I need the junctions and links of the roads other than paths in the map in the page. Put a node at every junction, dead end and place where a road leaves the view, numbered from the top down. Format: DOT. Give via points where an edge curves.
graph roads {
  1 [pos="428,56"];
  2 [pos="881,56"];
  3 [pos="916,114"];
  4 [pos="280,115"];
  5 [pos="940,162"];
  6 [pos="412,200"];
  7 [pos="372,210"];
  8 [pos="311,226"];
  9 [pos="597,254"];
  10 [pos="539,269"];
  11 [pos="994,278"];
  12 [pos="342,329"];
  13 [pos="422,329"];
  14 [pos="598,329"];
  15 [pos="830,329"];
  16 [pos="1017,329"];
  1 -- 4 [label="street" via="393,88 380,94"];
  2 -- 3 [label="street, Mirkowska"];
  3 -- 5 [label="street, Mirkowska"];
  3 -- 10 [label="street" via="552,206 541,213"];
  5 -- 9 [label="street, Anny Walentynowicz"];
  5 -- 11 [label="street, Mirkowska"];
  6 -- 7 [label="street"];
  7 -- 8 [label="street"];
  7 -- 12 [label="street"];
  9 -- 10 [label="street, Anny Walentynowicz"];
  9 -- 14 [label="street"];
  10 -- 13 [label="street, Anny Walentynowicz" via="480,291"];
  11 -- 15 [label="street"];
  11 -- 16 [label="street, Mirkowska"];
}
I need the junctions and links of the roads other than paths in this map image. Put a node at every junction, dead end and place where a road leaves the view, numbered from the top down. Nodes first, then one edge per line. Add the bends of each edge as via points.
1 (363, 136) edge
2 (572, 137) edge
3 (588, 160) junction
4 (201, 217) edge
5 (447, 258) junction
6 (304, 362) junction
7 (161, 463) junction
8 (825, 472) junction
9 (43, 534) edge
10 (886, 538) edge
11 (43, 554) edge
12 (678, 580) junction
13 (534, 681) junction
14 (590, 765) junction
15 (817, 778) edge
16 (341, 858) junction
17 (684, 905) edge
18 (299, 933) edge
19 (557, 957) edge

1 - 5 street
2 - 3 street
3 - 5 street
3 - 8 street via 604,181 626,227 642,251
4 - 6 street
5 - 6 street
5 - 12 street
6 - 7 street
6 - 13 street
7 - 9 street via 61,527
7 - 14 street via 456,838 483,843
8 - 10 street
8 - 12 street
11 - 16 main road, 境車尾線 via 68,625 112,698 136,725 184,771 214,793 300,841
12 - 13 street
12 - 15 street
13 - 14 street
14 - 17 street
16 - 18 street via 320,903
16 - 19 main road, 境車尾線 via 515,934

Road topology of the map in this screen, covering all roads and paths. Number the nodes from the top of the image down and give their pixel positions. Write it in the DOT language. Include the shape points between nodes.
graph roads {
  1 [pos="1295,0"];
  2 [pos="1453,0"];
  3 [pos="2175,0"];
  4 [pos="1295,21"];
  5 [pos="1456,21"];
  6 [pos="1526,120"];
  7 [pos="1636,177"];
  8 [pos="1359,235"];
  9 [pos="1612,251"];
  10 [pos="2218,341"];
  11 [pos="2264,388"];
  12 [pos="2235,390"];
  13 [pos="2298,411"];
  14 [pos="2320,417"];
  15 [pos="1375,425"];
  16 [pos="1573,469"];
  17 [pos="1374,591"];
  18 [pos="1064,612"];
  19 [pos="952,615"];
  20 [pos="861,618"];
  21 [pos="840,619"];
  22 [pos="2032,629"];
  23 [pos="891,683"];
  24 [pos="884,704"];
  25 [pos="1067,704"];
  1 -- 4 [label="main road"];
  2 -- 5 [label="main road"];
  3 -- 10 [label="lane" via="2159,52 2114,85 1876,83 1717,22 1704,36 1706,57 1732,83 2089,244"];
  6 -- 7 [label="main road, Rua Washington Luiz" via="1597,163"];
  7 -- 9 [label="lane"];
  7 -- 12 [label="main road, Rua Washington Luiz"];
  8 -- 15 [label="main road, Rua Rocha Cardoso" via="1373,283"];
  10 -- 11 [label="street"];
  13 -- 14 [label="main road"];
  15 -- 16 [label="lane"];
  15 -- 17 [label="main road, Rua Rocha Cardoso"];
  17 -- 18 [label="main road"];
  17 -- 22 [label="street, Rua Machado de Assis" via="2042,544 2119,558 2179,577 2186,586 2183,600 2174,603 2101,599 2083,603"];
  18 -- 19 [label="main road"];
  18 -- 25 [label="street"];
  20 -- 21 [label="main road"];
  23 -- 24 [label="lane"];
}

================================

▶ DIRECTIONS FOR THIS TASK
Please output the complete set of records above without any alteration.

▶ RESULT FOR THIS EXERCISE
I need the junctions and links of the roads other than paths in the map in the page. Put a node at every junction, dead end and place where a road leaves the view, numbered from the top down. Format: DOT. Give via points where an edge curves.
graph roads {
  1 [pos="428,56"];
  2 [pos="881,56"];
  3 [pos="916,114"];
  4 [pos="280,115"];
  5 [pos="940,162"];
  6 [pos="412,200"];
  7 [pos="372,210"];
  8 [pos="311,226"];
  9 [pos="597,254"];
  10 [pos="539,269"];
  11 [pos="994,278"];
  12 [pos="342,329"];
  13 [pos="422,329"];
  14 [pos="598,329"];
  15 [pos="830,329"];
  16 [pos="1017,329"];
  1 -- 4 [label="street" via="393,88 380,94"];
  2 -- 3 [label="street, Mirkowska"];
  3 -- 5 [label="street, Mirkowska"];
  3 -- 10 [label="street" via="552,206 541,213"];
  5 -- 9 [label="street, Anny Walentynowicz"];
  5 -- 11 [label="street, Mirkowska"];
  6 -- 7 [label="street"];
  7 -- 8 [label="street"];
  7 -- 12 [label="street"];
  9 -- 10 [label="street, Anny Walentynowicz"];
  9 -- 14 [label="street"];
  10 -- 13 [label="street, Anny Walentynowicz" via="480,291"];
  11 -- 15 [label="street"];
  11 -- 16 [label="street, Mirkowska"];
}
I need the junctions and links of the roads other than paths in this map image. Put a node at every junction, dead end and place where a road leaves the view, numbered from the top down. Nodes first, then one edge per line. Add the bends of each edge as via points.
1 (363, 136) edge
2 (572, 137) edge
3 (588, 160) junction
4 (201, 217) edge
5 (447, 258) junction
6 (304, 362) junction
7 (161, 463) junction
8 (825, 472) junction
9 (43, 534) edge
10 (886, 538) edge
11 (43, 554) edge
12 (678, 580) junction
13 (534, 681) junction
14 (590, 765) junction
15 (817, 778) edge
16 (341, 858) junction
17 (684, 905) edge
18 (299, 933) edge
19 (557, 957) edge

1 - 5 street
2 - 3 street
3 - 5 street
3 - 8 street via 604,181 626,227 642,251
4 - 6 street
5 - 6 street
5 - 12 street
6 - 7 street
6 - 13 street
7 - 9 street via 61,527
7 - 14 street via 456,838 483,843
8 - 10 street
8 - 12 street
11 - 16 main road, 境車尾線 via 68,625 112,698 136,725 184,771 214,793 300,841
12 - 13 street
12 - 15 street
13 - 14 street
14 - 17 street
16 - 18 street via 320,903
16 - 19 main road, 境車尾線 via 515,934

Road topology of the map in this screen, covering all roads and paths. Number the nodes from the top of the image down and give their pixel positions. Write it in the DOT language. Include the shape points between nodes.
graph roads {
  1 [pos="1295,0"];
  2 [pos="1453,0"];
  3 [pos="2175,0"];
  4 [pos="1295,21"];
  5 [pos="1456,21"];
  6 [pos="1526,120"];
  7 [pos="1636,177"];
  8 [pos="1359,235"];
  9 [pos="1612,251"];
  10 [pos="2218,341"];
  11 [pos="2264,388"];
  12 [pos="2235,390"];
  13 [pos="2298,411"];
  14 [pos="2320,417"];
  15 [pos="1375,425"];
  16 [pos="1573,469"];
  17 [pos="1374,591"];
  18 [pos="1064,612"];
  19 [pos="952,615"];
  20 [pos="861,618"];
  21 [pos="840,619"];
  22 [pos="2032,629"];
  23 [pos="891,683"];
  24 [pos="884,704"];
  25 [pos="1067,704"];
  1 -- 4 [label="main road"];
  2 -- 5 [label="main road"];
  3 -- 10 [label="lane" via="2159,52 2114,85 1876,83 1717,22 1704,36 1706,57 1732,83 2089,244"];
  6 -- 7 [label="main road, Rua Washington Luiz" via="1597,163"];
  7 -- 9 [label="lane"];
  7 -- 12 [label="main road, Rua Washington Luiz"];
  8 -- 15 [label="main road, Rua Rocha Cardoso" via="1373,283"];
  10 -- 11 [label="street"];
  13 -- 14 [label="main road"];
  15 -- 16 [label="lane"];
  15 -- 17 [label="main road, Rua Rocha Cardoso"];
  17 -- 18 [label="main road"];
  17 -- 22 [label="street, Rua Machado de Assis" via="2042,544 2119,558 2179,577 2186,586 2183,600 2174,603 2101,599 2083,603"];
  18 -- 19 [label="main road"];
  18 -- 25 [label="street"];
  20 -- 21 [label="main road"];
  23 -- 24 [label="lane"];
}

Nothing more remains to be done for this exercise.